New Delhi, Aug. 19: A hand stuck out from under the snow near a drop zone in the Siachen Glacier and caught a “link patrol” of Indian Army soldiers by surprise early this week.

That forlorn hand pointing skywards belonged to an Indian soldier who had disappeared 18 years ago. His body was dug out by the patrol on Sunday.

As India-Pakistan relations look set for another tailspin — following Delhi’s decision yesterday to cancel next week’s foreign secretary talks with the neighbour — it is also a reminder of the frozen war in the desolation of the glacier that began with Operation Meghdoot in 1984, exactly 30 years ago.

The soldiers in the patrol dug through the earth and the snow and found the body of Havildar Gaya Prasad, largely intact but partly twisted, probably from the impact of falling into a crevasse.

The moving snow of the glacier creates and covers up crevasses over time.

Prasad, of the 15 Rajputs battalion, had fallen into one near a drop zone in December 1996. He was 35 then.

Later this week, his body will be handed over to his son, probably in Chandigarh.

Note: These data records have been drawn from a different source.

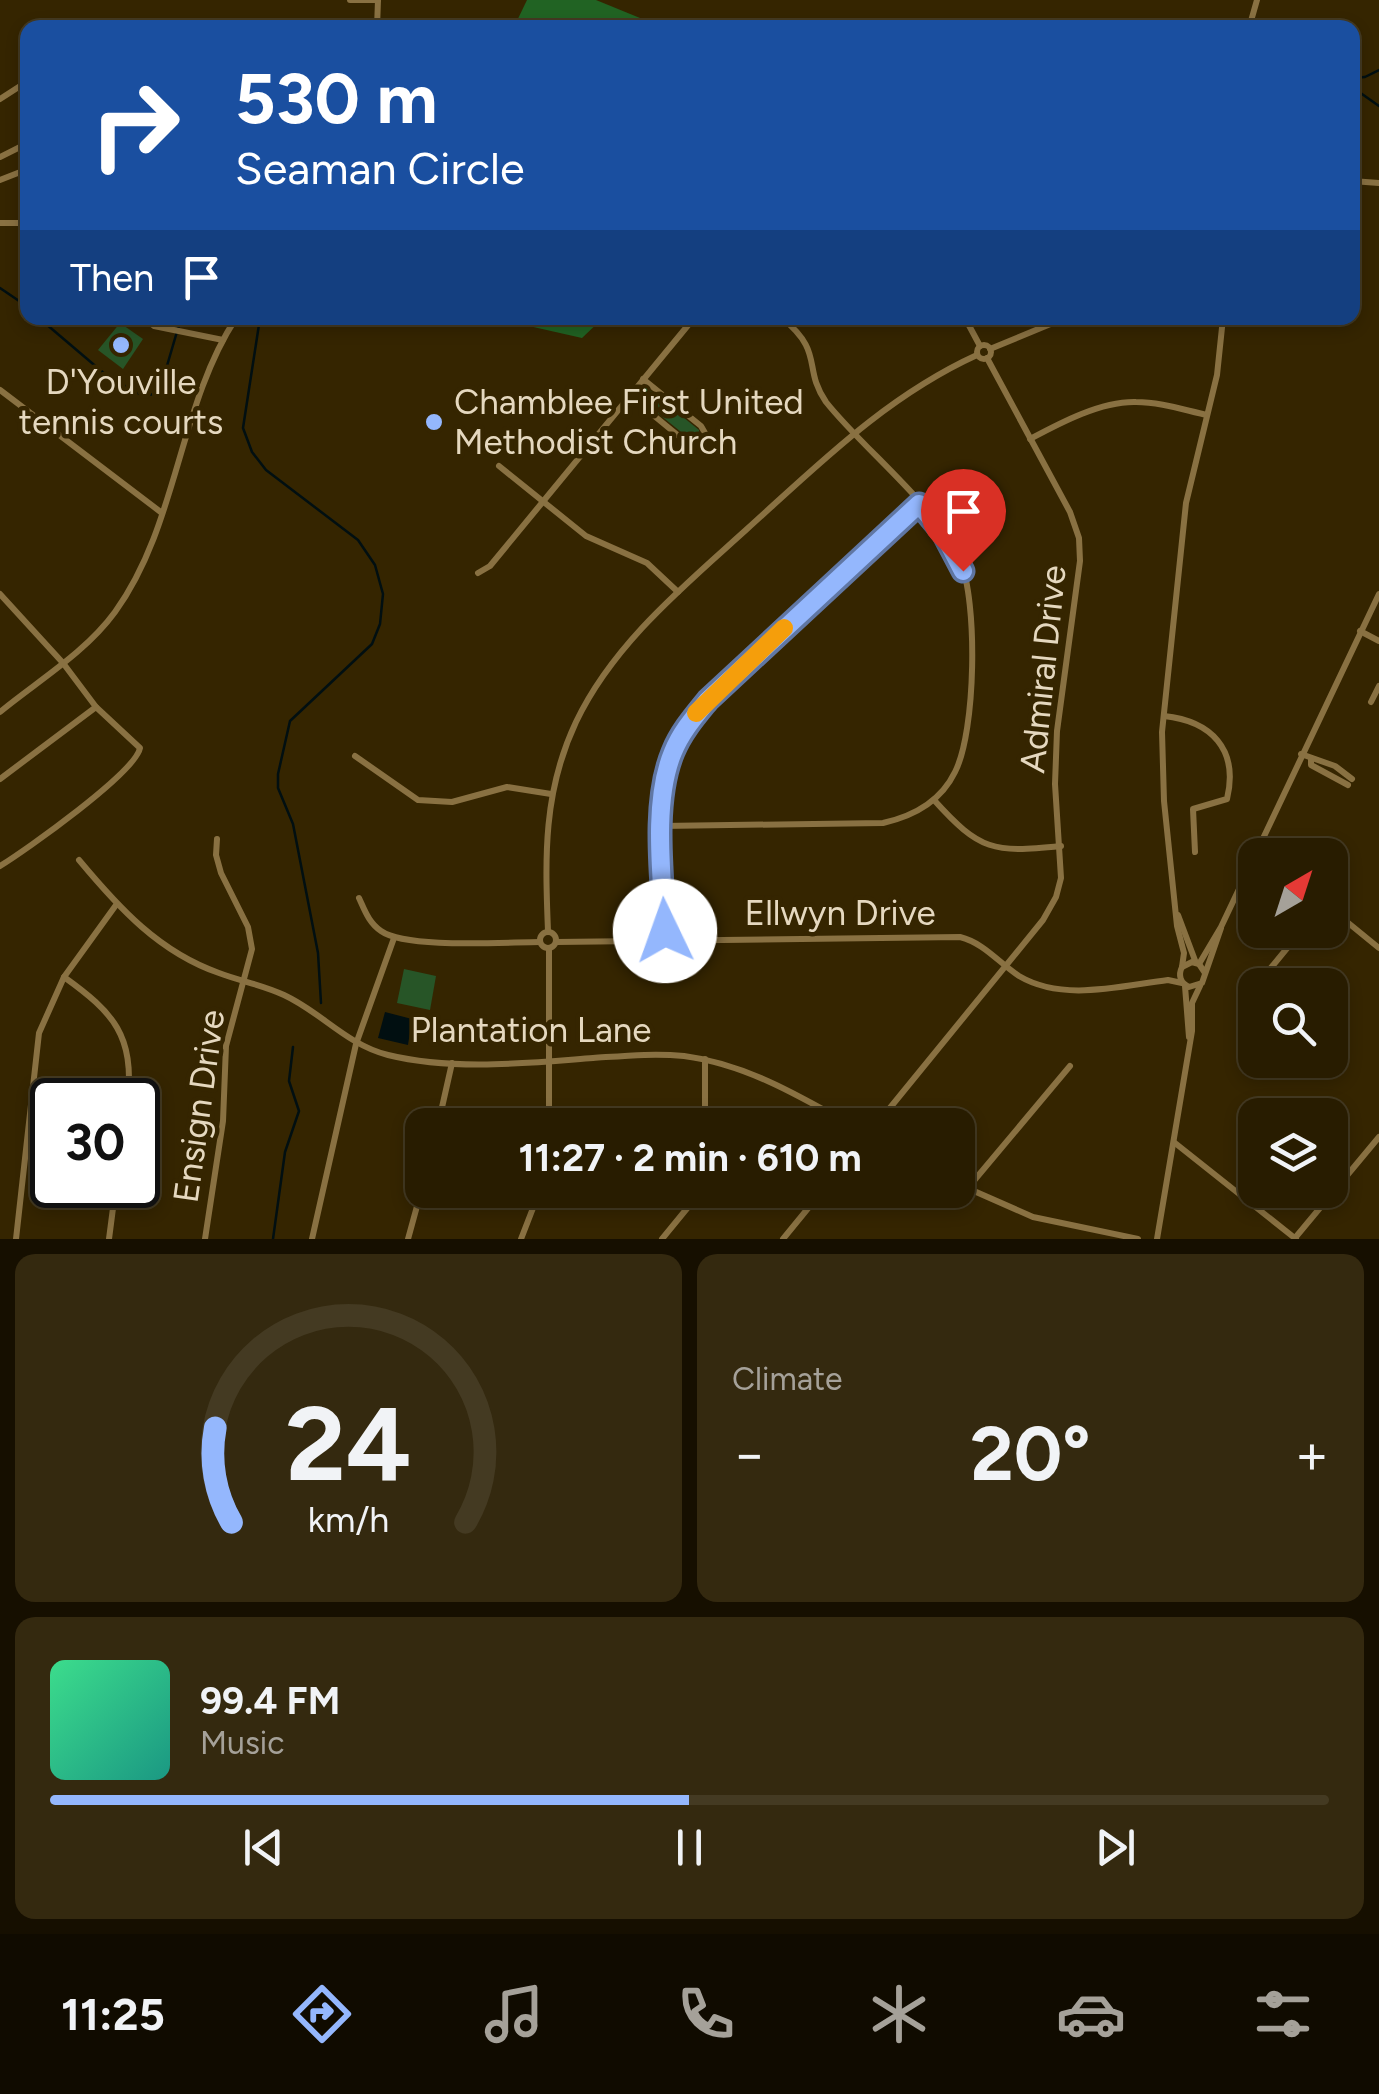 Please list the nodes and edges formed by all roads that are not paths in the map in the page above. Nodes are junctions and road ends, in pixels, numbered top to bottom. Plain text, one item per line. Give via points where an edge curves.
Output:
1 (350, 0) edge
2 (378, 0) edge
3 (153, 325) edge
4 (232, 325) edge
5 (688, 325) edge
6 (789, 325) edge
7 (969, 325) edge
8 (1050, 325) edge
9 (1222, 325) edge
10 (223, 340) junction
11 (980, 346) junction
12 (988, 354) junction
13 (977, 355) junction
14 (644, 379) junction
15 (0, 390) edge
16 (630, 396) junction
17 (1207, 415) junction
18 (853, 432) junction
19 (1030, 439) junction
20 (499, 466) dead end
21 (543, 502) junction
22 (919, 504) junction
23 (162, 513) junction
24 (478, 573) dead end
25 (678, 592) junction
26 (0, 594) edge
27 (1379, 594) edge
28 (1360, 631) junction
29 (1379, 640) edge
30 (62, 663) junction
31 (1379, 686) edge
32 (1371, 702) dead end
33 (96, 707) junction
34 (0, 712) edge
35 (1164, 716) junction
36 (1301, 754) junction
37 (355, 756) dead end
38 (0, 780) edge
39 (1350, 782) dead end
40 (550, 794) junction
41 (934, 800) junction
42 (661, 826) junction
43 (1263, 838) edge
44 (217, 839) dead end
45 (1061, 846) junction
46 (1194, 852) dead end
47 (80, 860) dead end
48 (0, 866) edge
49 (1238, 892) edge
50 (359, 898) dead end
51 (116, 905) junction
52 (1178, 914) junction
53 (1348, 923) edge
54 (1222, 927) junction
55 (548, 932) junction
56 (394, 938) junction
57 (661, 939) junction
58 (1213, 940) junction
59 (540, 942) junction
60 (556, 942) junction
61 (1189, 942) junction
62 (548, 948) junction
63 (1287, 948) edge
64 (1379, 948) edge
65 (1198, 964) junction
66 (1006, 966) junction
67 (1270, 968) edge
68 (1181, 969) junction
69 (1205, 973) junction
70 (64, 977) junction
71 (1168, 980) junction
72 (244, 981) junction
73 (1184, 984) junction
74 (1200, 986) junction
75 (1189, 1038) junction
76 (356, 1044) junction
77 (705, 1060) junction
78 (549, 1061) junction
79 (452, 1063) junction
80 (1070, 1066) dead end
81 (130, 1078) edge
82 (442, 1108) edge
83 (549, 1108) edge
84 (704, 1108) edge
85 (822, 1108) edge
86 (890, 1108) edge
87 (1378, 1139) edge
88 (1175, 1143) junction
89 (975, 1179) edge
90 (975, 1192) edge
91 (113, 1208) edge
92 (417, 1208) edge
93 (533, 1208) edge
94 (687, 1208) edge
95 (809, 1208) edge
96 (16, 1239) edge
97 (109, 1239) edge
98 (205, 1239) edge
99 (312, 1239) edge
100 (408, 1239) edge
101 (521, 1239) edge
102 (662, 1239) edge
103 (784, 1239) edge
104 (1138, 1239) edge
105 (1157, 1239) edge
106 (1295, 1239) edge

1 - 2 street
3 - 10 street
4 - 10 street
5 - 14 street
6 - 18 street via 806,341 818,389
7 - 11 street
8 - 12 street
9 - 17 street
10 - 23 street
11 - 12 street
11 - 13 street
12 - 13 street
12 - 19 street, Admiral Drive
13 - 18 street via 920,383
14 - 16 street
14 - 16 street via 701,426 702,441 686,442
15 - 23 street
16 - 21 street
17 - 19 street via 1123,402
17 - 35 street via 1183,522
18 - 22 street
18 - 25 street
19 - 45 street, Admiral Drive via 1070,512 1080,550 1057,731
20 - 21 street
21 - 24 street
21 - 25 street via 593,541 647,563
22 - 41 street via 959,559 972,622 960,759
22 - 42 street via 708,700 672,752
23 - 30 street via 115,613
25 - 40 street via 588,700
26 - 30 street
27 - 28 street
28 - 29 street
28 - 36 street
30 - 33 street
30 - 34 street
31 - 32 street
33 - 38 street
33 - 48 street via 142,751 136,761
35 - 46 street via 1198,722 1226,756 1229,795 1193,809
35 - 52 street via 1162,774
36 - 39 street via 1336,766
36 - 43 street
37 - 40 street via 418,800 452,802 507,787
40 - 55 street
41 - 42 street via 883,823
41 - 45 street via 962,830 990,846
42 - 57 street
44 - 72 street, Ensign Drive via 221,873 251,938
45 - 66 street, Admiral Drive via 1056,896
47 - 51 street, Plantation Lane
49 - 54 street
50 - 56 street via 370,922
51 - 70 street
51 - 72 street, Plantation Lane via 181,957
52 - 61 street
52 - 68 street
53 - 64 street
54 - 58 street
54 - 69 street
55 - 59 street
55 - 60 street
56 - 59 street
56 - 76 street
57 - 60 street, Ellwyn Drive
57 - 66 street, Ellwyn Drive via 960,937
58 - 61 street
58 - 65 street
59 - 62 street
60 - 62 street
61 - 65 street
62 - 78 street
63 - 67 street
65 - 68 street
65 - 69 street
66 - 71 street, Ellwyn Drive via 1044,988 1066,991
66 - 86 street, Admiral Drive
68 - 71 street
68 - 73 street
69 - 74 street
70 - 81 street via 114,1019
70 - 96 street via 39,1033
71 - 73 street, Ellwyn Drive
72 - 76 street, Plantation Lane via 283,994
72 - 98 street, Ensign Drive via 226,1046 223,1121
73 - 74 street, Ellwyn Drive
73 - 75 street
74 - 75 street
75 - 88 street
76 - 79 street, Plantation Lane
76 - 99 street
77 - 78 street, Plantation Lane via 654,1054
77 - 84 street
77 - 85 street, Plantation Lane
78 - 79 street, Plantation Lane
78 - 83 street
79 - 82 street
80 - 89 street
87 - 106 street
88 - 105 street
88 - 106 street
90 - 104 street via 1033,1217
91 - 97 street
92 - 100 street
93 - 101 street
94 - 102 street
95 - 103 street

From the crevasse in the Khanda DZ — a drop zone is where helicopters drop rations for soldiers in the forbidding heights as aircraft can’t land — the body is now in a morgue in a hospital in Leh.

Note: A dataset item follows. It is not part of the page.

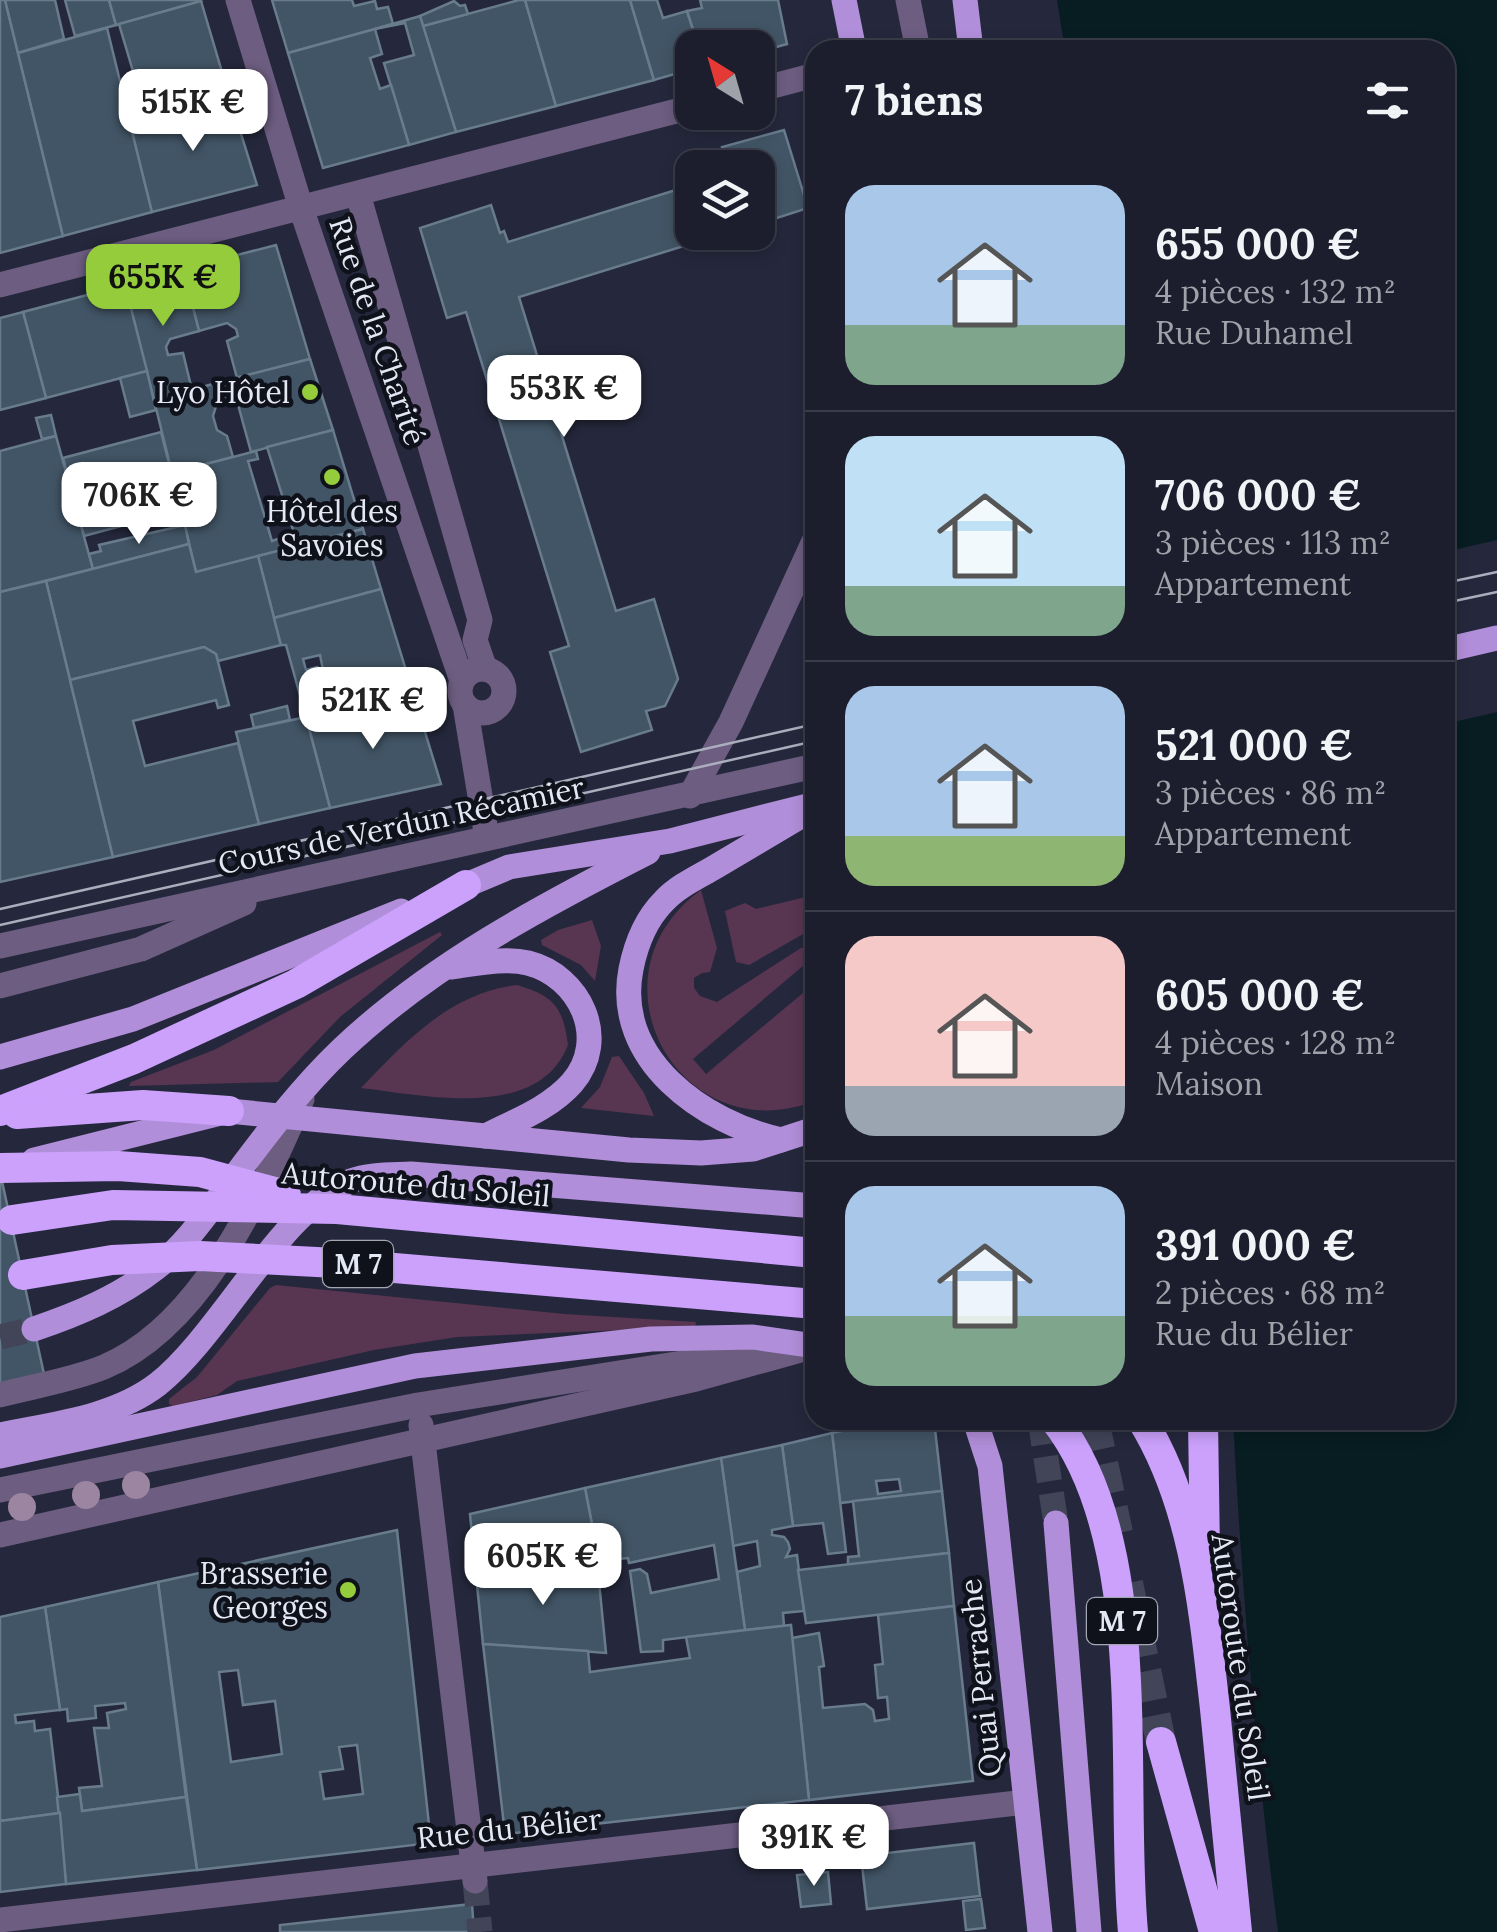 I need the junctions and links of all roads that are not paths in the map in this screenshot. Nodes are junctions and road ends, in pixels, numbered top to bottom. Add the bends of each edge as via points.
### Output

Prasad had been declared a “battle casualty” and his family, from a village in Mainpuri district of Uttar Pradesh, was paid the pension and given the benefits for soldiers killed in action. Eighteen years after his death, the havildar will be given a funeral with full military honours soon.

Prasad was apparently not “roped”, as soldiers on a patrol in the heights usually are. It is presumed that he disappeared while trying to recover rations dropped by a helicopter.

The extreme cold weather, snow and “whiteouts” in the heights often claim mountaineers. British climber George Mallory’s remains were said to have been found in 1999, 75 years after he disappeared.

In Siachen, however, where India and Pakistan have been making rival claims for the glacier in the eastern Karakoram range, armies have been deployed in the heights since India’s 1984 Operation Meghdoot.

Since 2003, the armies have been observing a ceasefire, by and large. But in 1996, when Prasad disappeared, the armies were shooting at each other all the time.

Conditions were also less favourable, in terms of logistics, than they are today.